The biggest worry for security agencies remains the support of Maoists by ULFA chief Paresh Barua. In a recent interview, Barua said that his organisation has a ‘tactical understanding’ with the CPI (Maoist). Many youth who were once with ULFA and now have nowhere to go end up joining the CPI (Maoist). In the past, says a senior intelligence officer, Maoists have tried to build inroads among workers in the tea-growing districts of Assam. Now they are concentrating on areas along the Assam-Arunachal border, inhabited by many Backward communities. A recent report by India’s parliamentary Standing Committee on Home Affairs said that ‘certain groups are operating in Assam and Arunachal Pradesh and have been involved in incidents of looting of weapons and extortion from local villagers.’ According to a classified report submitted to the Union Home Ministry, Maoists have managed to create a stronghold in the Sadiya subdivision of Tinsukia district. This area is surrounded by densely-forested Himalayan mountains and one has to take a ferry across the river Brahmaputra to get to it. On the other side, it is connected to Arunachal Pradesh. A 2011 report by the Guwahati-based Centre for Development and Peace Studies reflects how grossly underdeveloped this area is. According to that report, the Assam government did not appoint a Block Development Officer here for three years. There had been no Child Development Project Officer, and a mini primary health centre inaugurated in September 2011 was yet to get a doctor and was at the time run by a pharmacist. (The sub-division, according to the 2011 census, has a population of 120,000.)
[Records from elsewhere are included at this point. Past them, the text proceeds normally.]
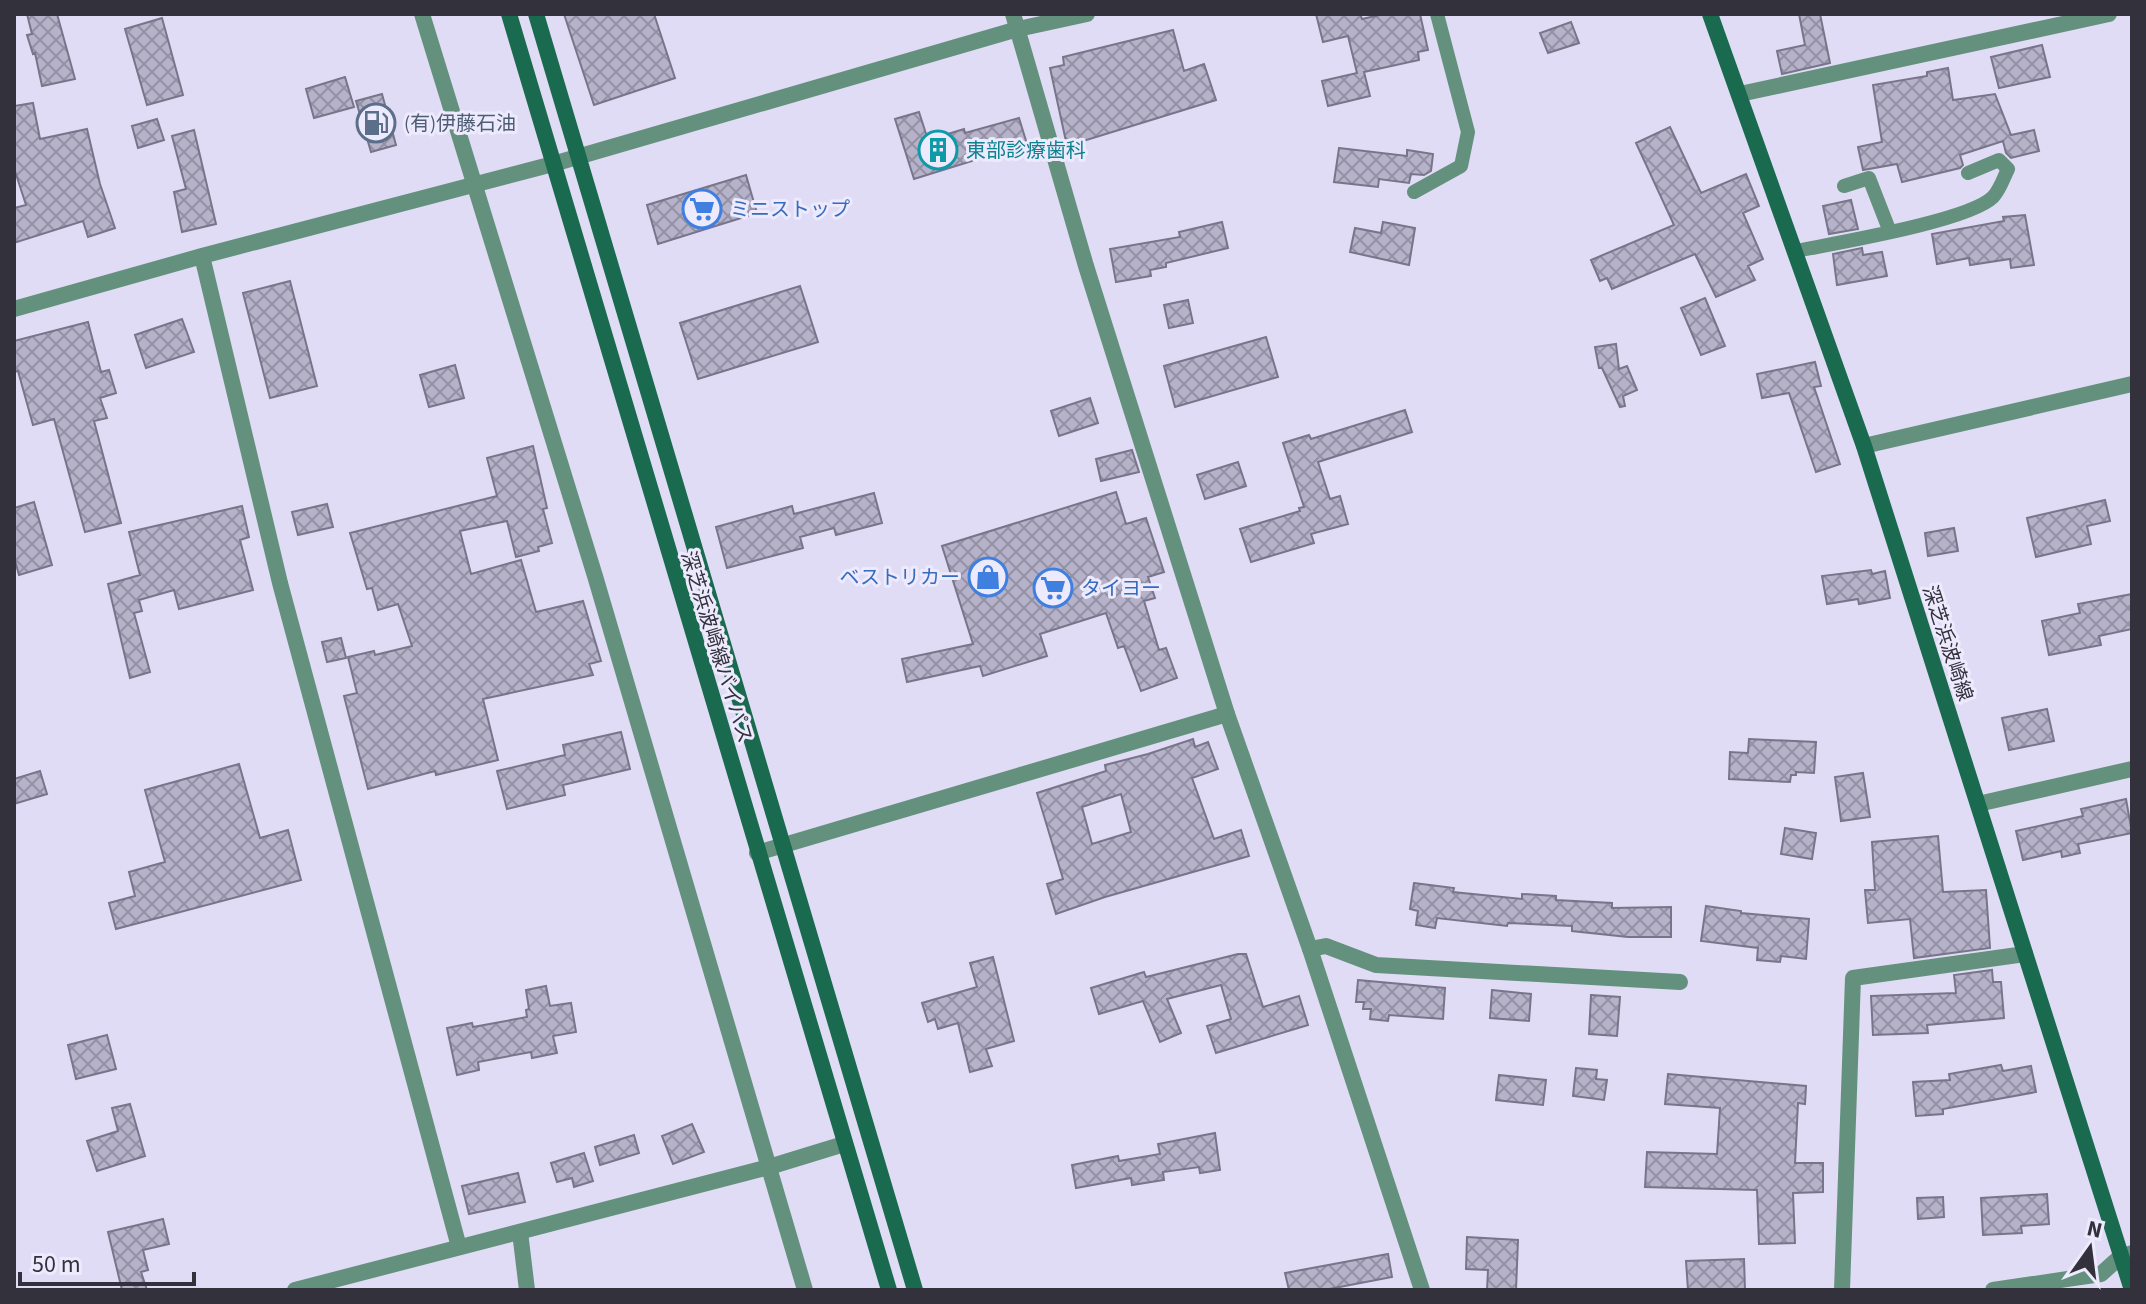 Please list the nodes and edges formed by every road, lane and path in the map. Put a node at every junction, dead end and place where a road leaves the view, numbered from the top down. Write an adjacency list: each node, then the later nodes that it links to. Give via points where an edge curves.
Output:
1 (422, 14): 13 (street)
2 (509, 14): 11 (main road, 深芝浜波崎線バイパス)
3 (536, 14): 10 (main road, 深芝浜波崎線バイパス)
4 (1087, 14): 8 (street)
5 (1437, 14): 15 (lane, via 1468,132 1461,166)
6 (1710, 14): 9 (main road, 深芝浜波崎線)
7 (2109, 14): 9 (street)
8 (1016, 22): 10 (street); 22 (street, via 1086,266)
9 (1740, 94): 17 (main road, 深芝浜波崎線)
10 (578, 155): 11 (street); 25 (main road, 深芝浜波崎線バイパス)
11 (553, 164): 13 (street); 26 (main road, 深芝浜波崎線バイパス)
12 (1968, 173): 16 (lane, via 1999,160 2008,169 1994,197 1965,213)
13 (472, 183): 18 (street); 31 (street)
14 (1844, 186): 16 (lane, via 1869,178)
15 (1414, 192)
16 (1890, 232): 17 (lane)
17 (1796, 251): 21 (main road, 深芝浜波崎線)
18 (202, 256): 19 (street); 33 (street, via 280,583)
19 (14, 309)
20 (2132, 384): 21 (street)
21 (1864, 446): 24 (main road, 深芝浜波崎線)
22 (1227, 714): 25 (street); 27 (street)
23 (2132, 769): 24 (street)
24 (1978, 804): 28 (main road, 深芝浜波崎線)
25 (783, 846): 26 (street); 39 (main road, 深芝浜波崎線バイパス)
26 (757, 853): 30 (main road, 深芝浜波崎線バイパス)
27 (1310, 949): 29 (street, via 1326,946 1376,965); 40 (street)
28 (2025, 954): 34 (main road, 深芝浜波崎線); 41 (street, via 1853,978)
29 (1680, 982)
30 (844, 1144): 31 (street); 38 (main road, 深芝浜波崎線バイパス)
31 (769, 1167): 32 (street); 37 (street)
32 (520, 1232): 33 (street); 36 (street)
33 (459, 1247): 35 (street)
34 (2126, 1255): 42 (street, via 2101,1274); 43 (main road, 深芝浜波崎線)
35 (295, 1290)
36 (527, 1290)
37 (805, 1290)
38 (889, 1290)
39 (915, 1290)
40 (1422, 1290)
41 (1842, 1290)
42 (1993, 1290)
43 (2132, 1290) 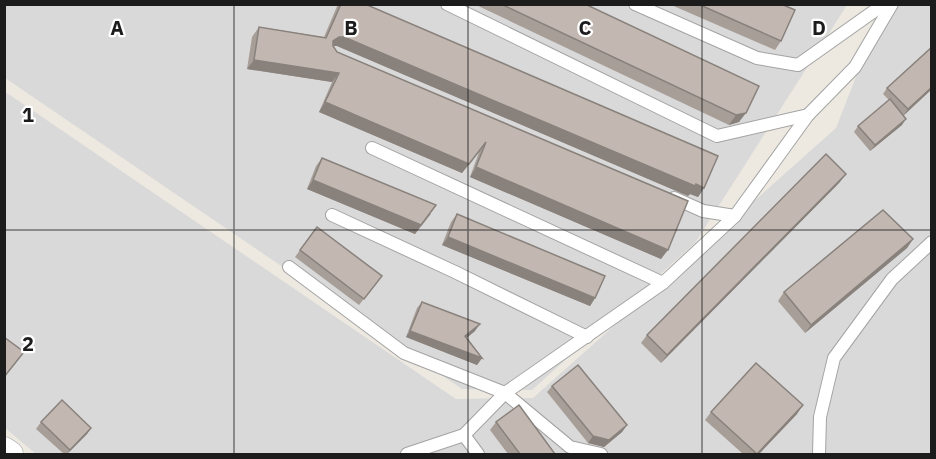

The same report quotes a note prepared by the Deputy Commissioner of Tinsukia, arguing that the district needs immediate attention due to factors such as the ‘presence of many anti-social elements and frustrated unemployed youth or under-employed youth who breed such elements’ and the ‘prevalence of support for militancy and presence of militants in certain areas.’
In December last year, Union Rural Development Minister Jairam Ramesh asked the Centre to declare Tinsukia and Dibrugarh districts ‘Maoist-affected’. Since then, an anti-Maoist police squad has been pressed into service in this area. But there are no indications that other factors like lack of development will receive any attention. That is one lesson New Delhi has so far not learnt from its engagement with Maoists.